• [PROBLEM REQUIREMENTS]: Set every entry down again precisely.
*** Block opens ***
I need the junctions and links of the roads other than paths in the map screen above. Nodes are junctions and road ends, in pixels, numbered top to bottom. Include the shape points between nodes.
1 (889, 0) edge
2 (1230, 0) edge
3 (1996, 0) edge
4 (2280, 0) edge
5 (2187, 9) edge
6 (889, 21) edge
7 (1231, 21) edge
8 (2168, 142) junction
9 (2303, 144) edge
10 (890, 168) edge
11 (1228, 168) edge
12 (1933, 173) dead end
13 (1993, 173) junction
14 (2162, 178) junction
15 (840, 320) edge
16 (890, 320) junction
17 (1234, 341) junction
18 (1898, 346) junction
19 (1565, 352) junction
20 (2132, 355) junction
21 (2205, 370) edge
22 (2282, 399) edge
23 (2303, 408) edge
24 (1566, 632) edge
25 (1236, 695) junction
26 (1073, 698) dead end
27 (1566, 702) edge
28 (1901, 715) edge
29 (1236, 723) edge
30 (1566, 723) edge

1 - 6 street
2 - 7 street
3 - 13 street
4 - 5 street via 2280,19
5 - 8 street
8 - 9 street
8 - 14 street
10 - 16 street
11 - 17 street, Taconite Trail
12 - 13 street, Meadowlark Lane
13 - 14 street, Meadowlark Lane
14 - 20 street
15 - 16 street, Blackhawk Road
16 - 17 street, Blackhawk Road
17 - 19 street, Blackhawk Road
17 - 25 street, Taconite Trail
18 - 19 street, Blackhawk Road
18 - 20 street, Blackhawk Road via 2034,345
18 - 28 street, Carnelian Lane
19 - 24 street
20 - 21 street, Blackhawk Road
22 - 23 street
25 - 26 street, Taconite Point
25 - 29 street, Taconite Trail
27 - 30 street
*** Block closes ***
• [ANSWER SPACE]:
I need the junctions and links of the roads other than paths in the map screen above. Nodes are junctions and road ends, in pixels, numbered top to bottom. Include the shape points between nodes.
1 (889, 0) edge
2 (1230, 0) edge
3 (1996, 0) edge
4 (2280, 0) edge
5 (2187, 9) edge
6 (889, 21) edge
7 (1231, 21) edge
8 (2168, 142) junction
9 (2303, 144) edge
10 (890, 168) edge
11 (1228, 168) edge
12 (1933, 173) dead end
13 (1993, 173) junction
14 (2162, 178) junction
15 (840, 320) edge
16 (890, 320) junction
17 (1234, 341) junction
18 (1898, 346) junction
19 (1565, 352) junction
20 (2132, 355) junction
21 (2205, 370) edge
22 (2282, 399) edge
23 (2303, 408) edge
24 (1566, 632) edge
25 (1236, 695) junction
26 (1073, 698) dead end
27 (1566, 702) edge
28 (1901, 715) edge
29 (1236, 723) edge
30 (1566, 723) edge

1 - 6 street
2 - 7 street
3 - 13 street
4 - 5 street via 2280,19
5 - 8 street
8 - 9 street
8 - 14 street
10 - 16 street
11 - 17 street, Taconite Trail
12 - 13 street, Meadowlark Lane
13 - 14 street, Meadowlark Lane
14 - 20 street
15 - 16 street, Blackhawk Road
16 - 17 street, Blackhawk Road
17 - 19 street, Blackhawk Road
17 - 25 street, Taconite Trail
18 - 19 street, Blackhawk Road
18 - 20 street, Blackhawk Road via 2034,345
18 - 28 street, Carnelian Lane
19 - 24 street
20 - 21 street, Blackhawk Road
22 - 23 street
25 - 26 street, Taconite Point
25 - 29 street, Taconite Trail
27 - 30 street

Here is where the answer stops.